As we enabled auto-registration of schemas, the source connector generates two schemas. Below shows the schema for the order topic.

 1// kafka-dev-with-docker/part-06/configs/order.avsc
 2{
 3  "type": "record",
 4  "name": "Gen0",
 5  "namespace": "com.amazonaws.mskdatagen",
 6  "fields": [
 7    {
 8      "name": "quantity",
 9      "type": ["null", "string"],
10      "default": null
11    },
12    {
13      "name": "product_id",
14      "type": ["null", "string"],
15      "default": null
16    },
17    {
18      "name": "customer_id",
19      "type": ["null", "string"],
20      "default": null
21    }
22  ],
23  "connect.name": "com.amazonaws.mskdatagen.Gen0"
24}

On AWS Console, we can check the schemas of the two topics are created.

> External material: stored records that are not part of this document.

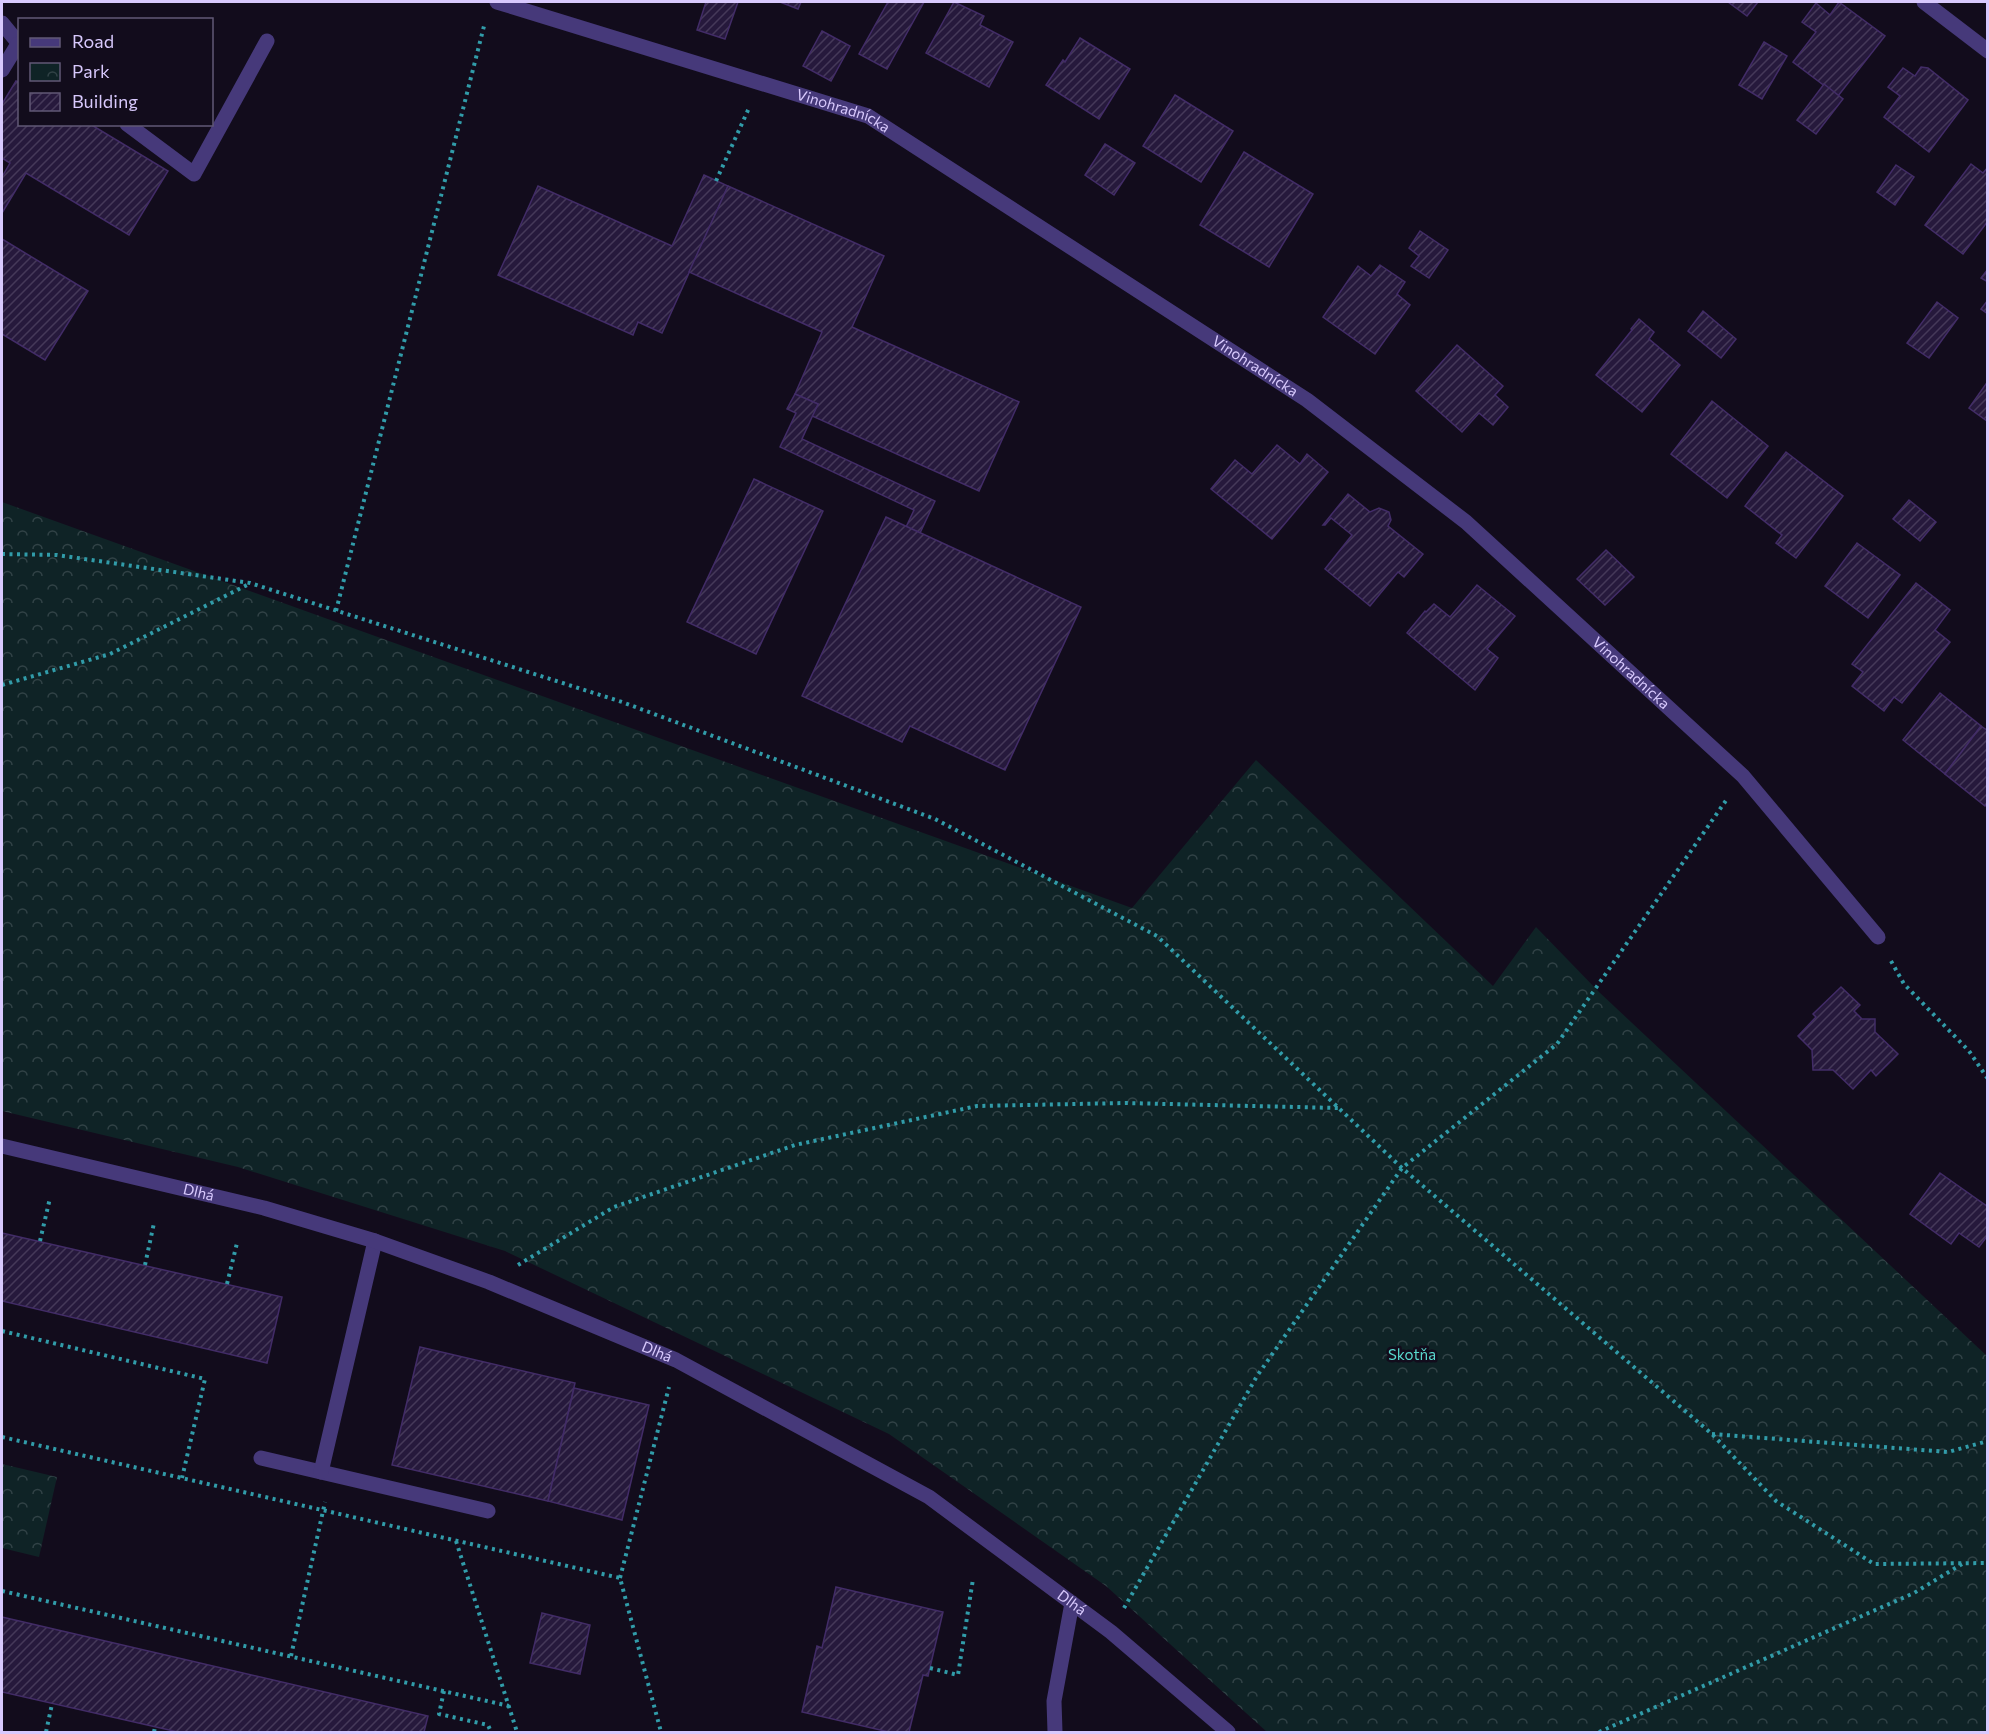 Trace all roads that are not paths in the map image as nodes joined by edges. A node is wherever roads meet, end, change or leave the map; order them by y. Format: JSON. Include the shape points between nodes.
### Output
{"nodes":[{"id":1,"x":497,"y":2,"type":"edge"},
{"id":2,"x":1924,"y":2,"type":"edge"},
{"id":3,"x":2,"y":23,"type":"edge"},
{"id":4,"x":267,"y":41,"type":"dead end"},
{"id":5,"x":18,"y":44,"type":"edge"},
{"id":6,"x":18,"y":46,"type":"edge"},
{"id":7,"x":1988,"y":51,"type":"edge"},
{"id":8,"x":2,"y":70,"type":"edge"},
{"id":9,"x":130,"y":126,"type":"edge"},
{"id":10,"x":1878,"y":937,"type":"road end"},
{"id":11,"x":2,"y":1146,"type":"edge"},
{"id":12,"x":375,"y":1241,"type":"junction"},
{"id":13,"x":261,"y":1458,"type":"dead end"},
{"id":14,"x":327,"y":1473,"type":"junction"},
{"id":15,"x":488,"y":1511,"type":"dead end"},
{"id":16,"x":1072,"y":1603,"type":"junction"},
{"id":17,"x":1055,"y":1732,"type":"edge"},
{"id":18,"x":1228,"y":1732,"type":"edge"}],
"edges":[{"from":1,"to":10,"type":"street","name":"Vinohradnícka","via":[[868,116],[1307,400],[1466,522],[1743,776]]},
{"from":2,"to":7,"type":"street"},
{"from":3,"to":5,"type":"street"},
{"from":4,"to":9,"type":"street","via":[[194,174]]},
{"from":6,"to":8,"type":"street"},
{"from":11,"to":12,"type":"street","name":"Dlhá","via":[[264,1208]]},
{"from":12,"to":14,"type":"street"},
{"from":12,"to":16,"type":"street","name":"Dlhá","via":[[489,1282],[676,1360],[929,1497]]},
{"from":13,"to":14,"type":"street"},
{"from":14,"to":15,"type":"street"},
{"from":16,"to":17,"type":"street","via":[[1054,1701]]},
{"from":16,"to":18,"type":"street","name":"Dlhá"}]}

Also, we are able to see the schemas on kpow. The community edition only supports a single schema registry and its name is marked as glue1.

Kafka Topics

As configured, the source connector ingests messages to the customer and order topics.

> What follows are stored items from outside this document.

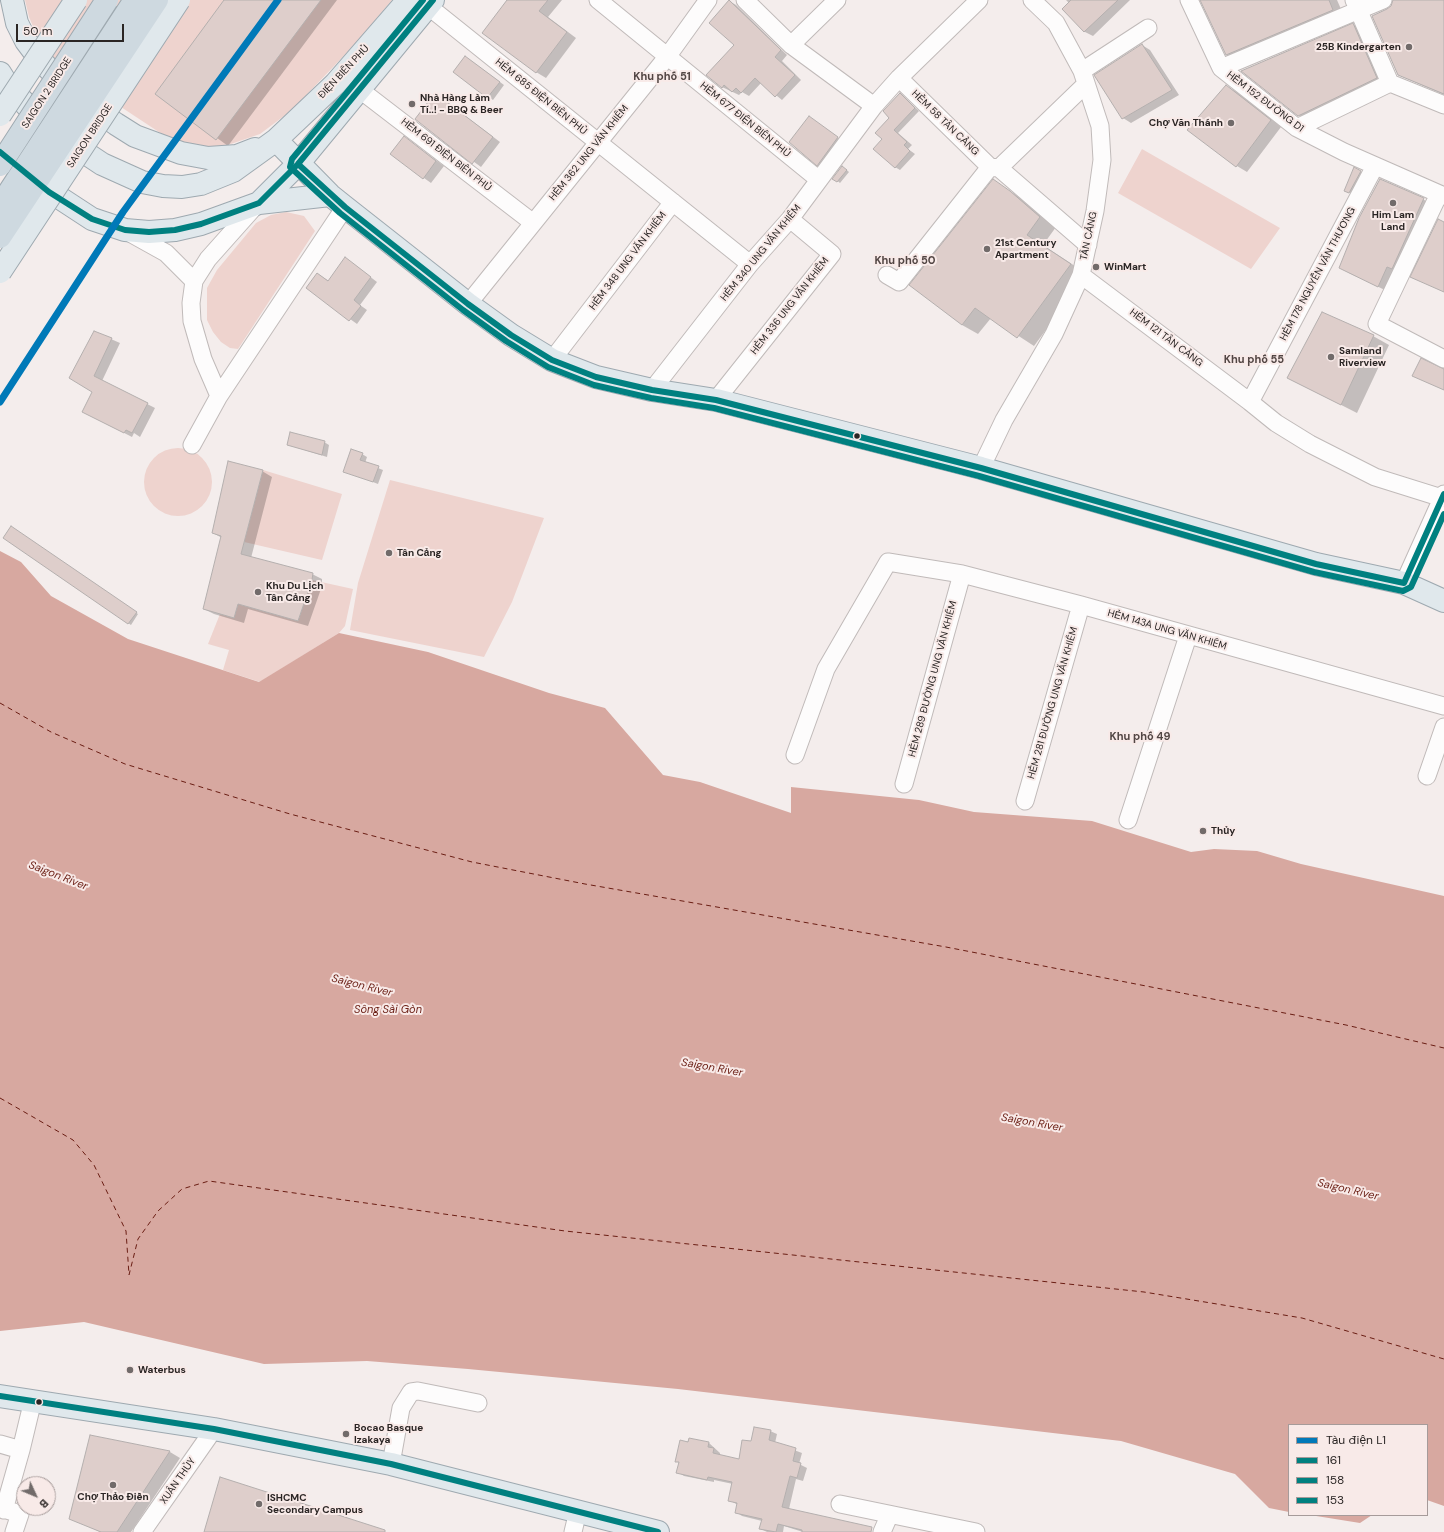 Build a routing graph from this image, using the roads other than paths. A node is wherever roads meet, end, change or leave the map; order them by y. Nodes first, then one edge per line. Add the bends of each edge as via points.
1 (12, 0) edge
2 (76, 0) edge
3 (107, 0) edge
4 (135, 0) edge
5 (157, 0) edge
6 (179, 0) edge
7 (598, 0) edge
8 (708, 0) edge
9 (745, 0) edge
10 (837, 0) edge
11 (979, 0) edge
12 (1032, 0) edge
13 (1189, 0) edge
14 (1383, 0) edge
15 (423, 2) edge
16 (1356, 6) edge
17 (1148, 28) dead end
18 (791, 45) junction
19 (667, 57) junction
20 (1221, 68) junction
21 (0, 73) edge
22 (900, 78) junction
23 (1084, 78) junction
24 (1390, 83) junction
25 (359, 89) junction
26 (1444, 105) edge
27 (874, 106) junction
28 (0, 115) edge
29 (1297, 128) junction
30 (276, 140) junction
31 (598, 142) junction
32 (0, 152) edge
33 (298, 164) junction
34 (0, 165) edge
35 (1375, 166) junction
36 (995, 168) junction
37 (818, 179) junction
38 (1441, 195) edge
39 (337, 201) junction
40 (673, 202) junction
41 (259, 203) junction
42 (0, 206) edge
43 (790, 219) junction
44 (532, 222) junction
45 (125, 230) junction
46 (0, 237) edge
47 (1088, 245) junction
48 (750, 264) junction
49 (0, 272) edge
50 (887, 275) dead end
51 (1082, 275) junction
52 (194, 281) junction
53 (468, 304) junction
54 (1444, 359) edge
55 (552, 360) junction
56 (652, 390) junction
57 (219, 396) junction
58 (716, 400) junction
59 (1250, 402) junction
60 (192, 445) dead end
61 (982, 468) junction
62 (1443, 496) edge
63 (962, 574) junction
64 (1404, 583) junction
65 (1444, 601) edge
66 (1081, 605) junction
67 (1188, 636) junction
68 (1444, 706) edge
69 (1444, 727) edge
70 (795, 755) dead end
71 (1427, 776) dead end
72 (904, 784) dead end
73 (1025, 801) dead end
74 (1128, 820) dead end
75 (0, 1396) edge
76 (33, 1400) junction
77 (478, 1403) dead end
78 (214, 1429) junction
79 (0, 1444) edge
80 (21, 1450) junction
81 (391, 1464) junction
82 (840, 1504) dead end
83 (2, 1509) edge
84 (578, 1511) junction
85 (889, 1516) junction
86 (14, 1532) edge
87 (142, 1532) edge
88 (573, 1532) edge
89 (658, 1532) edge
90 (882, 1532) edge
91 (976, 1532) edge

1 - 30 main road via 17,23 26,41 57,79 95,110 136,136 181,153 208,158 237,156
2 - 28 main road, bridge
3 - 34 highway, SAIGON 2 BRIDGE, bridge
4 - 42 highway, bridge
5 - 46 highway, SAIGON BRIDGE, bridge
6 - 49 main road, SAIGON BRIDGE, bridge
7 - 19 street, HẺM 677 ĐIỆN BIÊN PHỦ
8 - 19 street, HẺM 362 UNG VĂN KHIÊM
9 - 18 street
10 - 18 street
11 - 22 street, HẺM 340 UNG VĂN KHIÊM
12 - 23 street, TÂN CẢNG via 1056,23
13 - 20 street, HẺM 152 ĐƯỜNG D1
14 - 16 street
15 - 25 main road
15 - 30 main road, ĐIỆN BIÊN PHỦ
15 - 31 street, HẺM 685 ĐIỆN BIÊN PHỦ
16 - 20 street
16 - 24 street
17 - 23 street
18 - 27 street
19 - 31 street, HẺM 362 UNG VĂN KHIÊM
19 - 37 street, HẺM 677 ĐIỆN BIÊN PHỦ
20 - 29 street, HẺM 152 ĐƯỜNG D1
21 - 30 main road via 7,84 54,132 102,164 142,182 182,187 201,184 233,171
22 - 27 street, HẺM 340 UNG VĂN KHIÊM
22 - 36 street, HẺM 58 TÂN CẢNG
23 - 36 street
23 - 47 street, TÂN CẢNG via 1100,126 1102,160
24 - 26 street
24 - 29 street
25 - 33 main road
25 - 44 street, HẺM 691 ĐIỆN BIÊN PHỦ
27 - 37 street, HẺM 340 UNG VĂN KHIÊM
29 - 35 street, HẺM 152 ĐƯỜNG D1
30 - 33 main road
31 - 40 street, HẺM 685 ĐIỆN BIÊN PHỦ
31 - 44 street, HẺM 362 UNG VĂN KHIÊM
32 - 45 main road via 49,192 92,219
33 - 39 main road
33 - 41 main road
35 - 38 street, HẺM 152 ĐƯỜNG D1
35 - 59 street, HẺM 178 NGUYỄN VĂN THƯƠNG
36 - 47 street, HẺM 58 TÂN CẢNG
36 - 50 street via 899,282
37 - 43 street, HẺM 340 UNG VĂN KHIÊM
38 - 54 street via 1377,324
39 - 41 main road
39 - 53 main road
39 - 57 street
40 - 48 street, HẺM 348 UNG VĂN KHIÊM
40 - 55 street, HẺM 348 UNG VĂN KHIÊM
41 - 45 main road via 201,224 175,230
41 - 52 street via 208,259
43 - 48 street, HẺM 340 UNG VĂN KHIÊM
43 - 58 street, HẺM 336 UNG VĂN KHIÊM via 832,254
44 - 53 street, HẺM 362 UNG VĂN KHIÊM
45 - 52 street via 166,253
47 - 51 street, TÂN CẢNG
48 - 56 street, HẺM 340 UNG VĂN KHIÊM
51 - 59 street, HẺM 121 TÂN CẢNG
51 - 61 street, TÂN CẢNG via 1054,334 1004,420
52 - 57 street via 192,321 203,359
53 - 55 main road
55 - 56 main road via 596,377
56 - 58 main road
57 - 60 street
58 - 61 main road
59 - 62 street via 1276,423 1310,444 1375,477
61 - 64 main road via 1316,564
62 - 64 street
63 - 66 street, HẺM 143A UNG VĂN KHIÊM
63 - 70 street, HẺM 143A UNG VĂN KHIÊM via 888,562 826,669
63 - 72 street, HẺM 289 ĐƯỜNG UNG VĂN KHIÊM
64 - 65 main road
66 - 67 street, HẺM 143A UNG VĂN KHIÊM
66 - 73 street, HẺM 281 ĐƯỜNG UNG VĂN KHIÊM
67 - 68 street, HẺM 143A UNG VĂN KHIÊM
67 - 74 street
69 - 71 street
75 - 76 main road
76 - 78 main road
76 - 80 street
77 - 81 street via 418,1391 411,1392 401,1408
78 - 81 main road
78 - 87 street, XUÂN THỦY
79 - 80 street
80 - 83 street
81 - 84 main road
82 - 85 street
83 - 86 street via 20,1514
84 - 88 street
84 - 89 main road
85 - 90 street
85 - 91 street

We can browse individual messages in the Messages tab. Note that we should select the Glue serializer plugin name (online-order) on the Value Serde drop down list. Otherwise, records won’t be deserialized correctly.

We can check the topic messages on kpow as well. If we select AVRO on the Value Deserializer drop down list, it requires to select the associating schema registry. We can select the pre-set schema registry name of glue1. Upon hitting the Search button, messages show up after being deserialized properly.

Sink Connector Creation

Similar to the source connector, we can create the sink connector using the REST API.

1$ cd kafka-dev-with-docker/part-06
2$ curl -i -X POST -H "Accept:application/json" -H "Content-Type:application/json" \
3  http://localhost:8083/connectors/ -d @configs/sink.json

The connector is configured to write messages from both the topics (topics) into a S3 bucket (s3.bucket.name) where files are prefixed by the partition number (DefaultPartitioner). Also, it invokes file commits every 60 seconds (rotate.schedule.interval.ms) or the number of messages reach 100 (flush.size). Like the source connector, it overrides the converter-related properties.

 1// kafka-dev-with-docker/part-06/configs/sink.json
 2{
 3  "name": "order-sink",
 4  "config": {
 5    "connector.class": "io.confluent.connect.s3.S3SinkConnector",
 6    "storage.class": "io.confluent.connect.s3.storage.S3Storage",
 7    "format.class": "io.confluent.connect.s3.format.json.JsonFormat",
 8    "tasks.max": "2",
 9    "topics": "order,customer",
10    "s3.bucket.name": "kafka-dev-ap-southeast-2",
11    "s3.region": "ap-southeast-2",
12    "flush.size": "100",
13    "rotate.schedule.interval.ms": "60000",
14    "timezone": "Australia/Sydney",
15    "partitioner.class": "io.confluent.connect.storage.partitioner.DefaultPartitioner",
16    "key.converter": "org.apache.kafka.connect.storage.StringConverter",
17    "key.converter.schemas.enable": false,
18    "value.converter": "com.amazonaws.services.schemaregistry.kafkaconnect.AWSKafkaAvroConverter",
19    "value.converter.schemas.enable": true,
20    "value.converter.region": "ap-southeast-2",
21    "value.converter.avroRecordType": "GENERIC_RECORD",
22    "value.converter.registry.name": "online-order",
23    "errors.log.enable": "true"
24  }
25}

Below shows the sink connector details on kafka-ui.

Kafka Consumers

The sink connector creates a Kafka consumer, and it is named as connect-order-sink. We see that it subscribes the two topics and is in the stable state. It has two members because it is configured to have as many as 2 tasks.

S3 Destination

The sink connector writes messages of the two topics (customer and order), and topic names are used as prefixes.

As mentioned, the default partitioner prefixes files further by the partition number, and it can be checked below.

The files are generated by <topic>+<partiton>+<start-offset>.json. The sink connector’s format class is set to io.confluent.connect.s3.format.json.JsonFormat so that it writes to Json files.

Summary

In Part 3, we developed a data ingestion pipeline using Kafka Connect source and sink connectors without enabling schemas. Later we discussed the benefits of schema registry when developing Kafka applications in Part 5. In this post, I demonstrated how to enhance the existing data ingestion pipeline by integrating AWS Glue Schema Registry.